Travail à domicile, économie de transport, coût de l’électricité… Derrière la souplesse du télétravail se cache une question bien concrète : qui paye quoi ? En 2025, l’indemnité de télétravail revient au cœur des négociations salariales.
Télétravail et indemnités : ce que chaque salarié doit savoir

La Direction de l’information légale et administrative a publié le 13 février dernier une mise à jour des plafonds d’exonération applicables aux indemnités de télétravail. Dans un contexte où le télétravail reste largement pratiqué en France, les modalités de remboursement des frais engagés par les salariés à domicile font l’objet d’un encadrement strict. Cette clarification, indispensable, redéfinit les règles du jeu entre employeurs et salariés.
Qui a droit à une indemnité de télétravail ?
Le droit au télétravail n’entraîne pas automatiquement le droit à une indemnité. Aucun texte n’impose aux entreprises de verser systématiquement une compensation, sauf si une convention collective, un accord d’entreprise ou un usage interne le prévoit. Pourtant, « l’employeur peut rembourser les frais professionnels engagés par le salarié en télétravail », rappelle le portail Service-Public.fr.
Les secteurs publics et certaines grandes entreprises optent pour un versement forfaitaire régulier. En revanche, dans les petites structures ou en l’absence d’accord formel, les salariés doivent souvent négocier cette prise en charge.
Sur quoi porte cette indemnité exactement ?
L’URSSAF distingue trois catégories de dépenses éligibles au remboursement :
- Les frais liés à la mise à disposition d’un local privé (électricité, chauffage) ;
- Les coûts de matériel informatique, de connexion et fournitures (imprimante, abonnement internet) ;
- Les frais d’aménagement spécifique du domicile (mobilier, écran, chaise ergonomique).

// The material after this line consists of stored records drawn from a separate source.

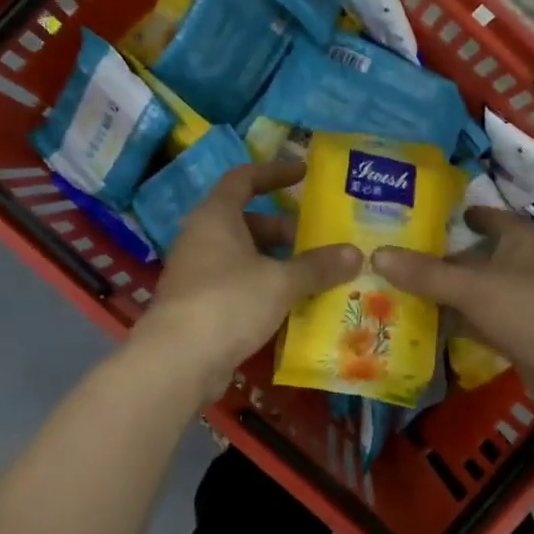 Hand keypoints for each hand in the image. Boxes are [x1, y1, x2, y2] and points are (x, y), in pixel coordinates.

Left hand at [136, 160, 360, 399]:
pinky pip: (237, 285)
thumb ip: (318, 266)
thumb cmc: (229, 302)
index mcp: (216, 216)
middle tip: (319, 240)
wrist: (177, 361)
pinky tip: (291, 306)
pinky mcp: (198, 305)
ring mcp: (197, 272)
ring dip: (276, 262)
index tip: (304, 174)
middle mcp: (202, 237)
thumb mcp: (281, 282)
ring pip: (243, 256)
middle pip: (247, 221)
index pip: (244, 179)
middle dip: (284, 229)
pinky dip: (264, 288)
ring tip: (314, 275)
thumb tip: (356, 253)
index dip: (274, 172)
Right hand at [373, 209, 533, 417]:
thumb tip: (377, 253)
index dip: (465, 216)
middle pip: (482, 256)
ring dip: (452, 294)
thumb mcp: (473, 287)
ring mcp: (530, 302)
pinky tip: (431, 327)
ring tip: (406, 291)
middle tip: (404, 259)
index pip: (491, 217)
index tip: (434, 218)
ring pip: (482, 292)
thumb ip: (426, 273)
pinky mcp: (527, 335)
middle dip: (447, 260)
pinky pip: (486, 322)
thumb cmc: (532, 309)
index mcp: (524, 238)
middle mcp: (529, 264)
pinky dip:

Autrement dit, tout ce qui permet de créer un environnement de travail adapté à domicile peut, sous conditions, être compensé. L’article L1222-9 du Code du travail précise d’ailleurs que le salarié en télétravail « bénéficie des mêmes droits que le salarié travaillant dans les locaux de l’entreprise ».
Combien peut-on percevoir chaque mois ?
En 2025, les montants varient selon l’existence ou non d’un accord collectif.
Sans accord, les plafonds sont fixés à :
- 2,70 euros par jour de télétravail, dans la limite de cinquante-neuf euros quarante centimes par mois ;
- Ou dix euros quatre-vingt-dix centimes par mois pour un jour télétravaillé par semaine.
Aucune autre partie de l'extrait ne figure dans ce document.